The Bailey-Matthews National Shell Museum on Sanibel Island is re-opening Wednesday, February 1 to visitors for a unique limited-time experience of shells, natural history, and perspectives of the recent events of Hurricane Ian.


Although the storm caused major damage to the Museum and reconstruction lies ahead, the facility has been cleaned out and several exhibit areas are intact and available to enjoy.


On view and available at the Museum:

  • The Great Hall of Shells, featuring over 30 exhibits of shells, their ecosystems, natural history, and cultural significance.
  • A new temporary exhibition In the Wake of the Flood: Community Photographs of Hurricane Ian and Its Aftermath.
  • A guided “Shell and Tell” experience, whereby collection experts share and explain shell species from around the world.
  • A selection of gift items for sale from the Museum Store, and the opportunity to purchase Supporting Memberships. All proceeds are in support of recovery and rebuilding efforts.


There is no required admission fee, however a minimum donation amount of $10 adult / $5 child (under 18 years old) is suggested in support of the Museum’s recovery and rebuilding. The Museum will remain open with this limited-time experience until reconstruction work begins later this spring.


‘’Although a reopening of the full museum and aquarium experience is further in the future, we are glad to be able to open now to the public for a period of time,’’ said Sam Ankerson, National Shell Museum Executive Director. ‘’We hope residents, people working through their own hurricane recovery, and visitors to the island will enjoy the Museum as a respite and resource.’’


Open hours are 11am to 3pm, Tuesday through Friday, although these hours are subject to change and visitors are encouraged to visit in advance to reconfirm.

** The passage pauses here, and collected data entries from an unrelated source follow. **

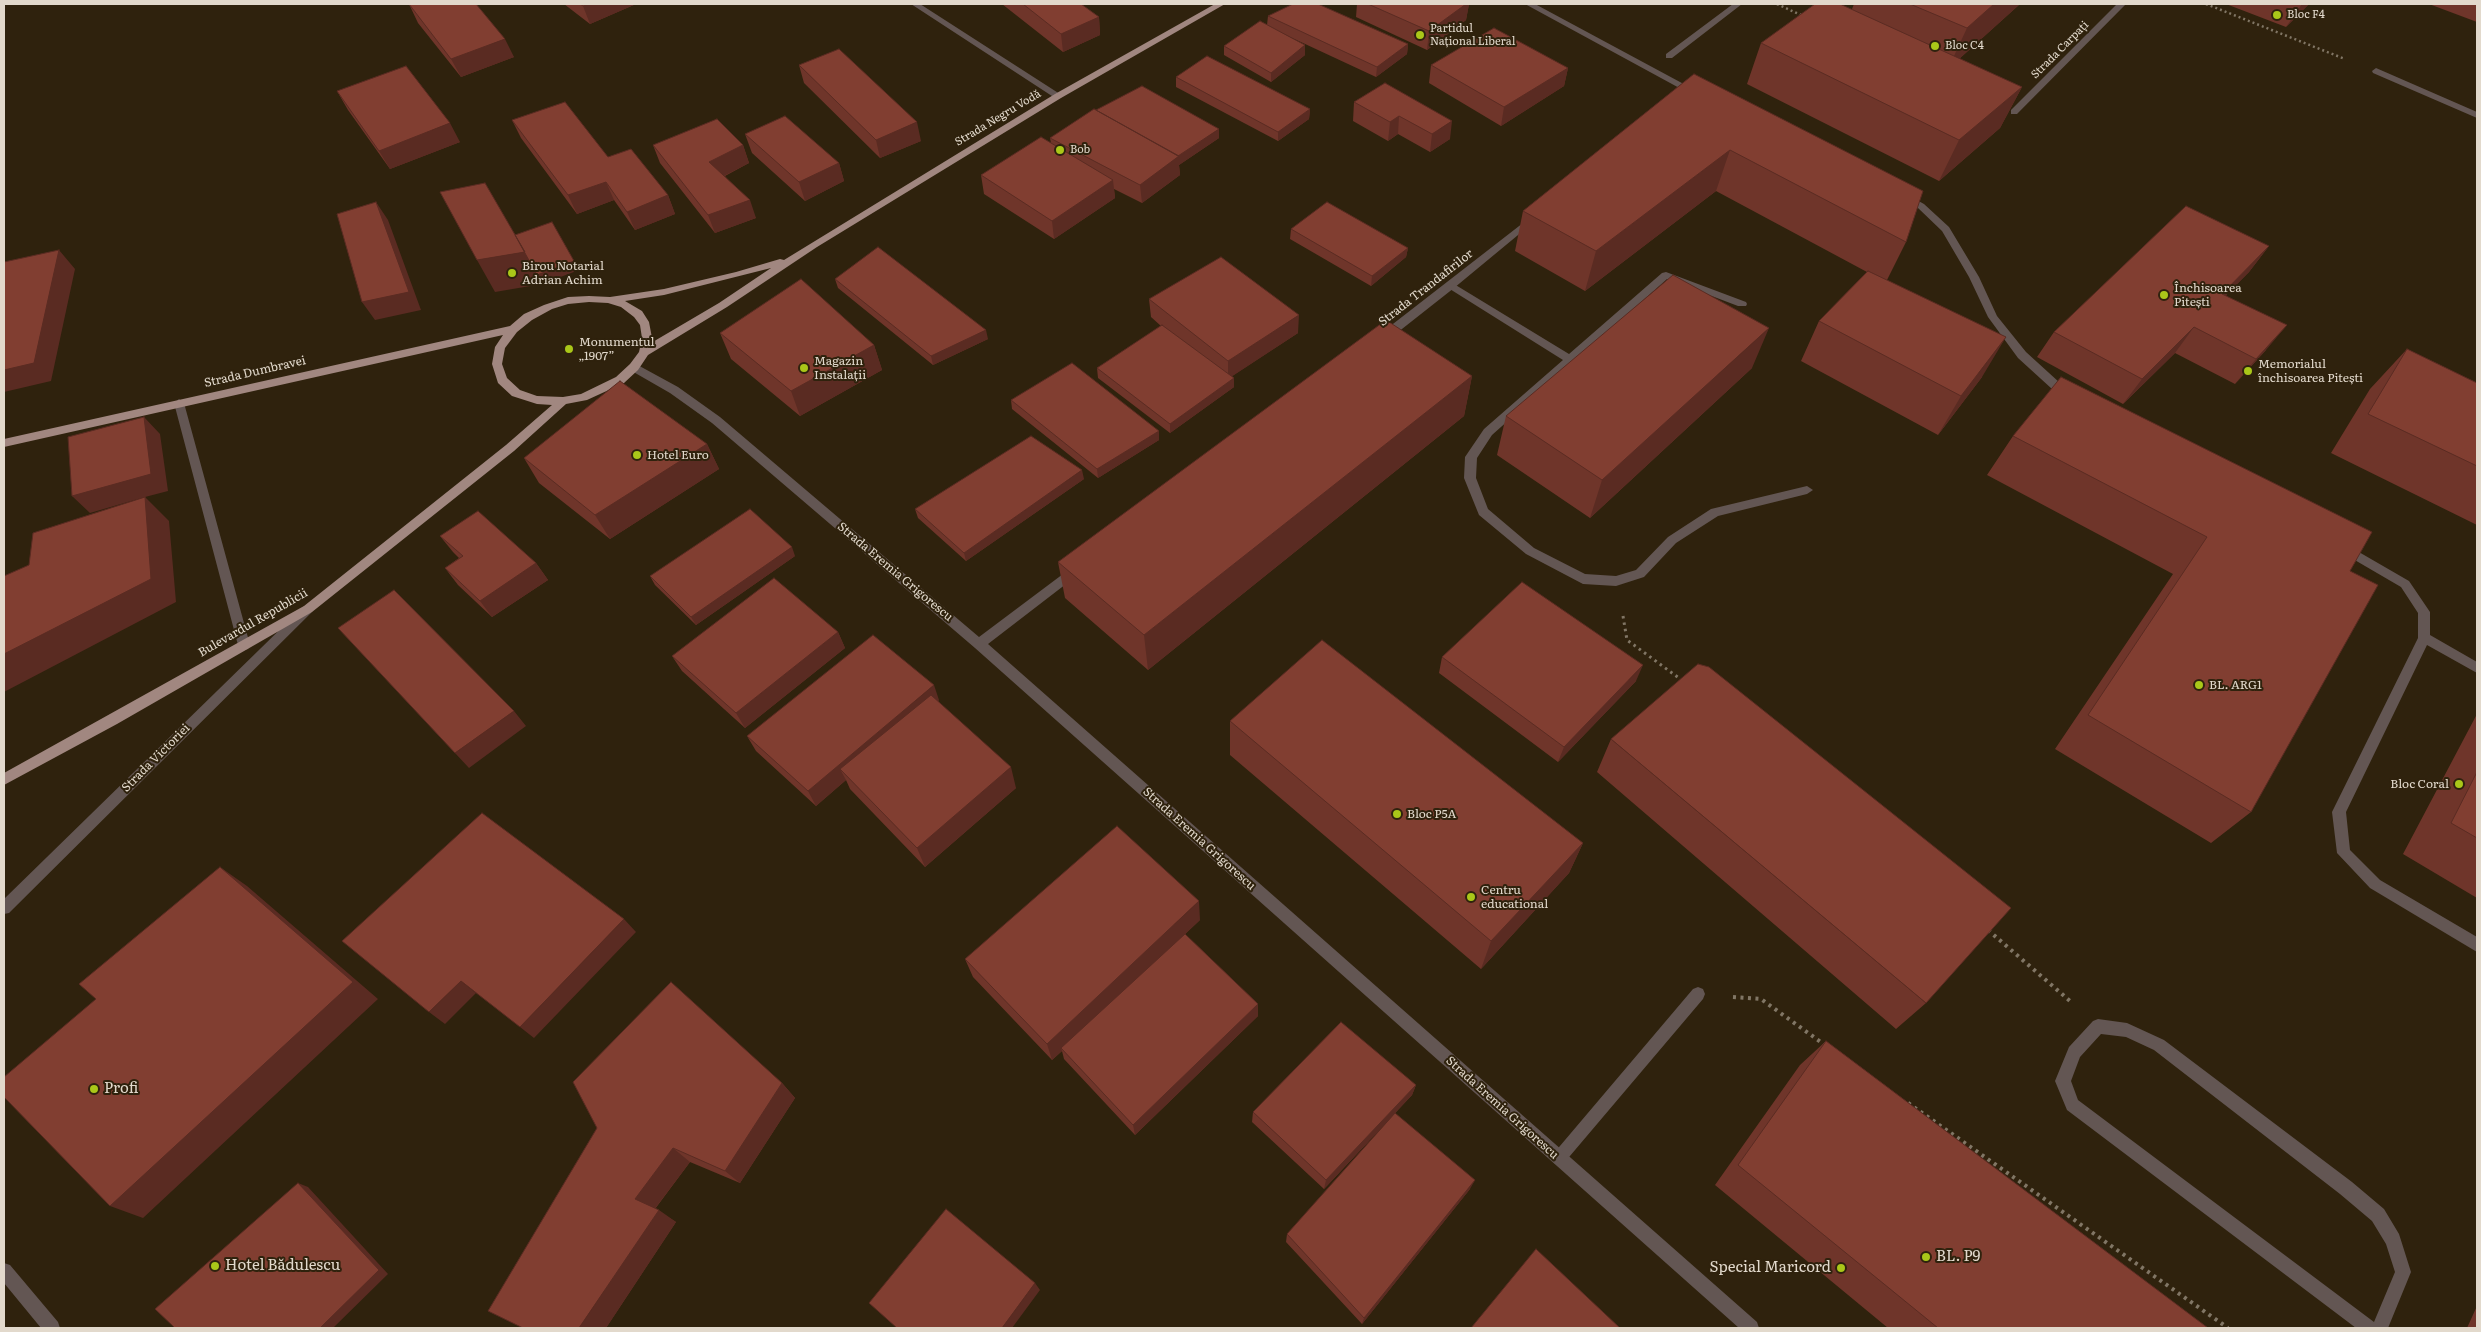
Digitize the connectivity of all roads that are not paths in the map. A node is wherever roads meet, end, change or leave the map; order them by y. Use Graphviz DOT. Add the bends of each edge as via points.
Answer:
graph roads {
  1 [pos="915,4"];
  2 [pos="1221,4"];
  3 [pos="1529,4"];
  4 [pos="1738,4"];
  5 [pos="2122,4"];
  6 [pos="1669,56"];
  7 [pos="2376,72"];
  8 [pos="1058,96"];
  9 [pos="1674,102"];
  10 [pos="2014,112"];
  11 [pos="2477,115"];
  12 [pos="1897,192"];
  13 [pos="1543,210"];
  14 [pos="792,258"];
  15 [pos="1450,286"];
  16 [pos="608,300"];
  17 [pos="1742,304"];
  18 [pos="513,329"];
  19 [pos="1372,346"];
  20 [pos="644,352"];
  21 [pos="1569,359"];
  22 [pos="634,367"];
  23 [pos="562,401"];
  24 [pos="2075,402"];
  25 [pos="179,403"];
  26 [pos="4,443"];
  27 [pos="1807,490"];
  28 [pos="2331,542"];
  29 [pos="1082,566"];
  30 [pos="308,609"];
  31 [pos="2424,638"];
  32 [pos="980,644"];
  33 [pos="244,645"];
  34 [pos="2477,668"];
  35 [pos="4,779"];
  36 [pos="4,908"];
  37 [pos="2477,945"];
  38 [pos="1698,994"];
  39 [pos="1559,1158"];
  40 [pos="4,1271"];
  41 [pos="52,1328"];
  42 [pos="1751,1328"];
  43 [pos="2369,1328"];
  44 [pos="2380,1328"];
  1 -- 8 [label="street"];
  2 -- 8 [label="main road, Strada Negru Vodă"];
  3 -- 9 [label="street" via="1694,91"];
  4 -- 6 [label="street"];
  5 -- 10 [label="street, Strada Carpați"];
  7 -- 11 [label="street"];
  8 -- 14 [label="main road, Strada Negru Vodă"];
  12 -- 24 [label="street" via="1921,206 1946,228 1993,317 2022,355"];
  13 -- 15 [label="street, Strada Trandafirilor"];
  14 -- 16 [label="main road, Strada Negru Vodă" via="664,292"];
  14 -- 20 [label="main road, Strada Negru Vodă" via="724,305"];
  15 -- 19 [label="street, Strada Trandafirilor"];
  15 -- 21 [label="street"];
  16 -- 18 [label="main road" via="589,298 548,307"];
  16 -- 20 [label="main road" via="625,305 638,314 645,325"];
  17 -- 21 [label="street" via="1666,275"];
  18 -- 23 [label="main road" via="500,347 497,364 502,380 516,393 537,400"];
  18 -- 25 [label="main road, Strada Dumbravei"];
  20 -- 22 [label="main road"];
  21 -- 27 [label="street" via="1488,432 1471,458 1470,478 1483,512 1530,551 1583,579 1616,581 1640,574 1672,540 1715,512"];
  22 -- 23 [label="main road" via="603,390"];
  22 -- 32 [label="street, Strada Eremia Grigorescu" via="716,420"];
  23 -- 30 [label="main road, Bulevardul Republicii" via="510,448"];
  25 -- 26 [label="main road, Strada Dumbravei"];
  25 -- 33 [label="street"];
  28 -- 31 [label="street" via="2404,584 2424,612"];
  29 -- 32 [label="street"];
  30 -- 33 [label="main road, Bulevardul Republicii"];
  30 -- 36 [label="street, Strada Victoriei"];
  31 -- 34 [label="street"];
  31 -- 37 [label="street" via="2339,812 2344,853 2375,884"];
  32 -- 39 [label="street, Strada Eremia Grigorescu"];
  33 -- 35 [label="main road, Bulevardul Republicii"];
  38 -- 39 [label="street"];
  39 -- 42 [label="street, Strada Eremia Grigorescu"];
  40 -- 41 [label="street"];
  43 -- 44 [label="street" via="2072,1105 2063,1081 2074,1052 2098,1026 2127,1030 2159,1045 2378,1215 2393,1240 2403,1272"];
}
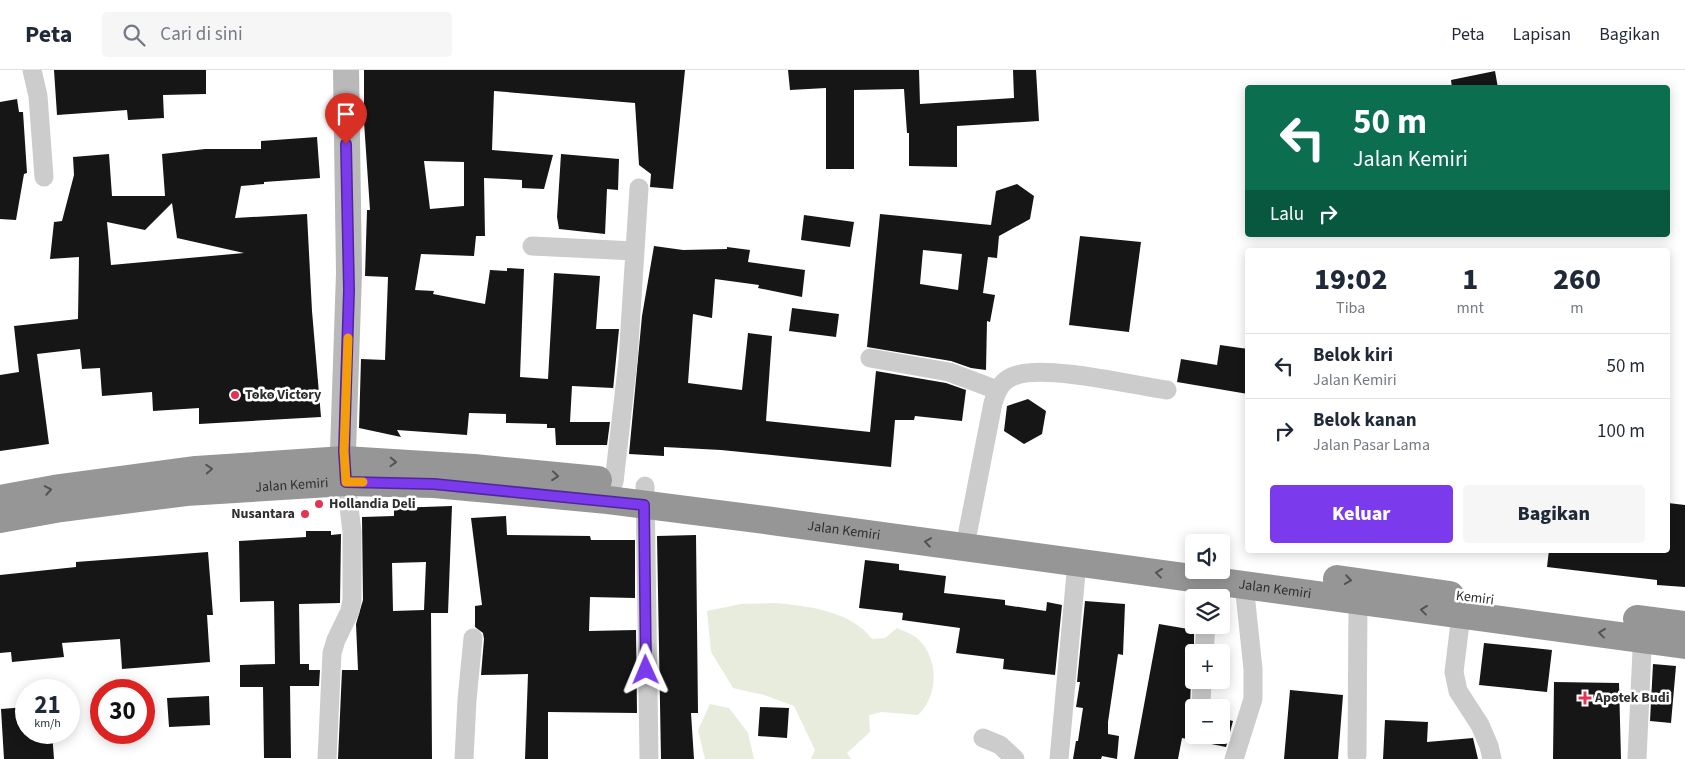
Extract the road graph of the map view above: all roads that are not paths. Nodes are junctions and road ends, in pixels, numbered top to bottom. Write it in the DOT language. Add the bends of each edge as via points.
graph roads {
  1 [pos="32,70"];
  2 [pos="346,70"];
  3 [pos="44,177"];
  4 [pos="639,188"];
  5 [pos="532,246"];
  6 [pos="635,250"];
  7 [pos="870,358"];
  8 [pos="997,390"];
  9 [pos="1168,390"];
  10 [pos="345,471"];
  11 [pos="614,482"];
  12 [pos="644,496"];
  13 [pos="0,499"];
  14 [pos="0,519"];
  15 [pos="968,530"];
  16 [pos="1077,562"];
  17 [pos="1185,571"];
  18 [pos="1185,573"];
  19 [pos="1230,577"];
  20 [pos="1257,580"];
  21 [pos="1358,601"];
  22 [pos="1461,615"];
  23 [pos="1685,625"];
  24 [pos="1643,629"];
  25 [pos="473,638"];
  26 [pos="1685,645"];
  27 [pos="983,738"];
  28 [pos="1357,755"];
  29 [pos="327,759"];
  30 [pos="464,759"];
  31 [pos="649,759"];
  32 [pos="1015,759"];
  33 [pos="1059,759"];
  34 [pos="1234,759"];
  35 [pos="1492,759"];
  36 [pos="1637,759"];
  1 -- 3 [label="street" via="38,96"];
  2 -- 10 [label="street" via="349,273"];
  4 -- 6 [label="street"];
  5 -- 6 [label="street"];
  6 -- 11 [label="street" via="628,360"];
  7 -- 8 [label="street" via="949,372"];
  8 -- 9 [label="street" via="1005,381 1028,373 1069,375"];
  8 -- 15 [label="street"];
  10 -- 11 [label="highway, Jalan Kemiri, one-way" via="466,467"];
  10 -- 12 [label="highway, Jalan Kemiri" via="434,484"];
  13 -- 10 [label="highway, Jalan Kemiri, one-way" via="196,470"];
  10 -- 14 [label="highway, Jalan Kemiri"];
  10 -- 29 [label="street" via="352,532 352,600 332,653"];
  11 -- 12 [label="highway, Jalan Kemiri"];
  12 -- 15 [label="highway, Jalan Kemiri"];
  16 -- 12 [label="highway, Jalan Kemiri, one-way"];
  12 -- 31 [label="street"];
  15 -- 17 [label="highway, Jalan Kemiri"];
  18 -- 16 [label="highway, Jalan Kemiri, one-way"];
  16 -- 33 [label="street"];
  19 -- 20 [label="highway, Jalan Kemiri"];
  20 -- 21 [label="highway, Jalan Kemiri"];
  20 -- 24 [label="highway, Kemiri, one-way"];
  20 -- 34 [label="street" via="1253,699"];
  22 -- 21 [label="highway, Jalan Kemiri, one-way"];
  21 -- 28 [label="street"];
  24 -- 22 [label="highway, Jalan Kemiri, one-way"];
  22 -- 35 [label="street" via="1454,672 1458,691 1480,725"];
  23 -- 24 [label="highway, Kemiri"];
  24 -- 26 [label="highway, Jalan Kemiri"];
  24 -- 36 [label="street"];
  25 -- 30 [label="street"];
  27 -- 32 [label="street" via="1000,745"];
}
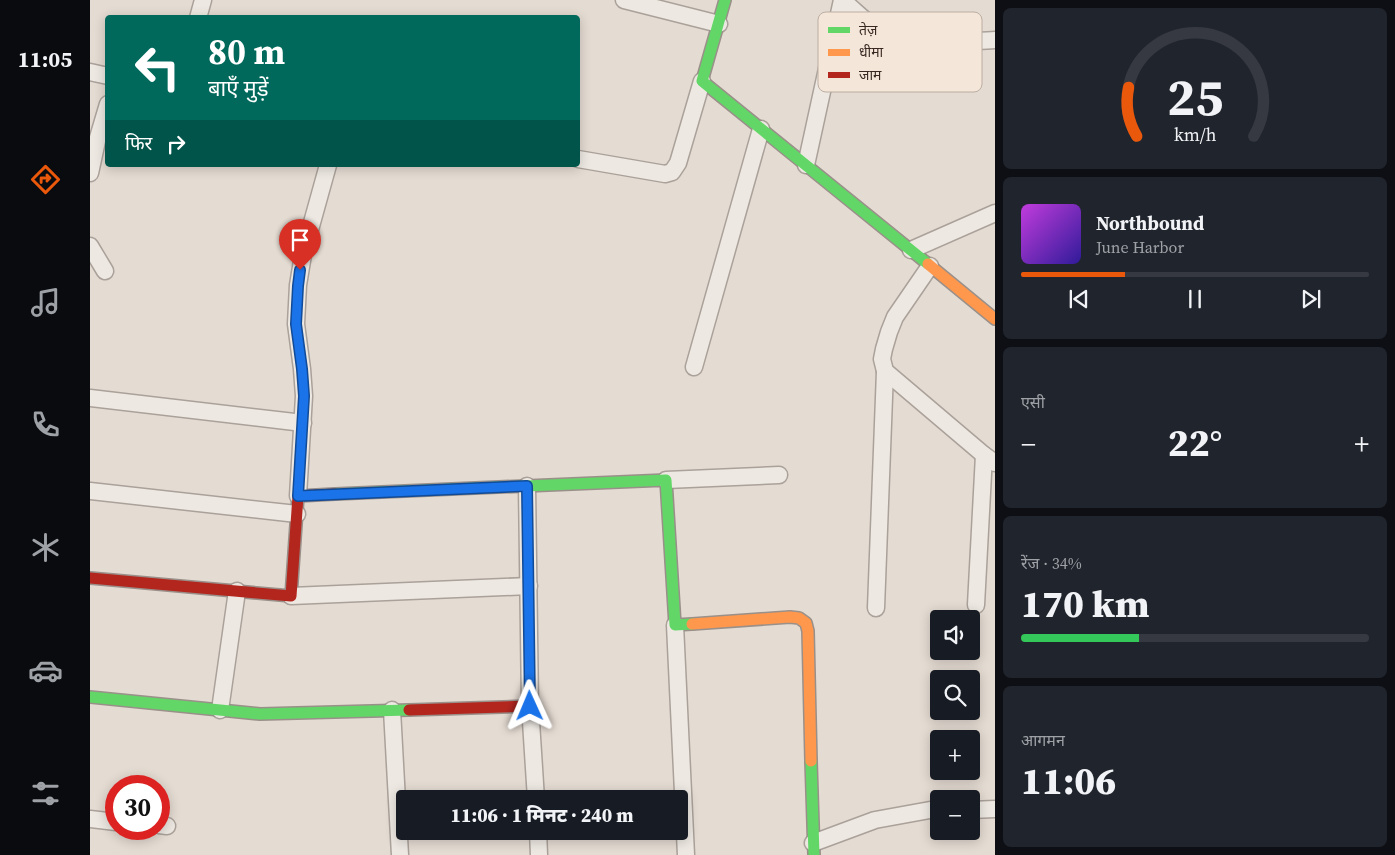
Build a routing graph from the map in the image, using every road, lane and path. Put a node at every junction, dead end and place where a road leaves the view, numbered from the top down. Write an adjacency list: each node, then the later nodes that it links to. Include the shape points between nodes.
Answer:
1 (203, 0): 6 (street)
2 (624, 0): 7 (street)
3 (725, 0): 7 (street)
4 (839, 12): 5 (street, via 842,0)
5 (856, 12)
6 (199, 15)
7 (719, 24): 12 (street)
8 (995, 40): 9 (street)
9 (982, 41)
10 (90, 72): 11 (street)
11 (105, 75)
12 (702, 81): 15 (street); 16 (street, via 678,164 672,172 665,174)
13 (822, 92): 17 (street)
14 (105, 114): 19 (street)
15 (761, 129): 17 (street); 26 (street)
16 (580, 159)
17 (806, 165): 22 (street)
18 (327, 167): 29 (street, via 303,255 298,286 296,324 304,396)
19 (90, 173)
20 (995, 213): 22 (street)
21 (90, 246): 24 (street)
22 (911, 250): 23 (street)
23 (930, 266): 25 (street); 27 (street, via 895,317 882,359)
24 (105, 271)
25 (995, 319)
26 (694, 367)
27 (885, 371): 30 (street); 42 (street)
28 (90, 398): 29 (street)
29 (303, 423): 35 (street)
30 (989, 459): 41 (street)
31 (779, 475): 32 (street)
32 (666, 480): 33 (street); 43 (street)
33 (527, 486): 35 (street); 38 (street)
34 (90, 491): 36 (street)
35 (298, 496): 36 (street)
36 (297, 514): 40 (street)
37 (90, 578): 39 (street)
38 (529, 586): 40 (street); 45 (street)
39 (237, 591): 40 (street); 46 (street)
40 (292, 596)
41 (976, 604)
42 (876, 608)
43 (675, 625): 55 (street, via 790,617 806,623); 58 (street)
44 (90, 697): 46 (street)
45 (530, 706): 47 (street); 48 (street)
46 (220, 710): 47 (street, via 260,714)
47 (392, 710): 56 (street)
48 (535, 790)
49 (995, 809): 51 (street)
50 (930, 810): 55 (street, via 875,820)
51 (980, 810)
52 (90, 819): 53 (street)
53 (105, 821)
54 (538, 840): 57 (street)
55 (814, 849)
56 (400, 855)
57 (539, 855)
58 (686, 855)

About the Museum: The Bailey-Matthews National Shell Museum is a natural history museum, and the only museum in the United States devoted primarily to shells and mollusks. Its mission is to use exceptional collections, aquariums, programs, experiences, and science to be the nation’s leading museum in the conservation, preservation, interpretation, and celebration of shells, the mollusks that create them, and their ecosystems. Permanent exhibitions on view include the Great Hall of Shells which displays highlights of the Museum’s collection of some 550,000 shells, as well as the Beyond Shells living gallery of aquariums and over 60 species of marine life. In 2023 the Museum is under reconstruction following the impacts of Hurricane Ian. For more information please visit or call (239) 395-2233.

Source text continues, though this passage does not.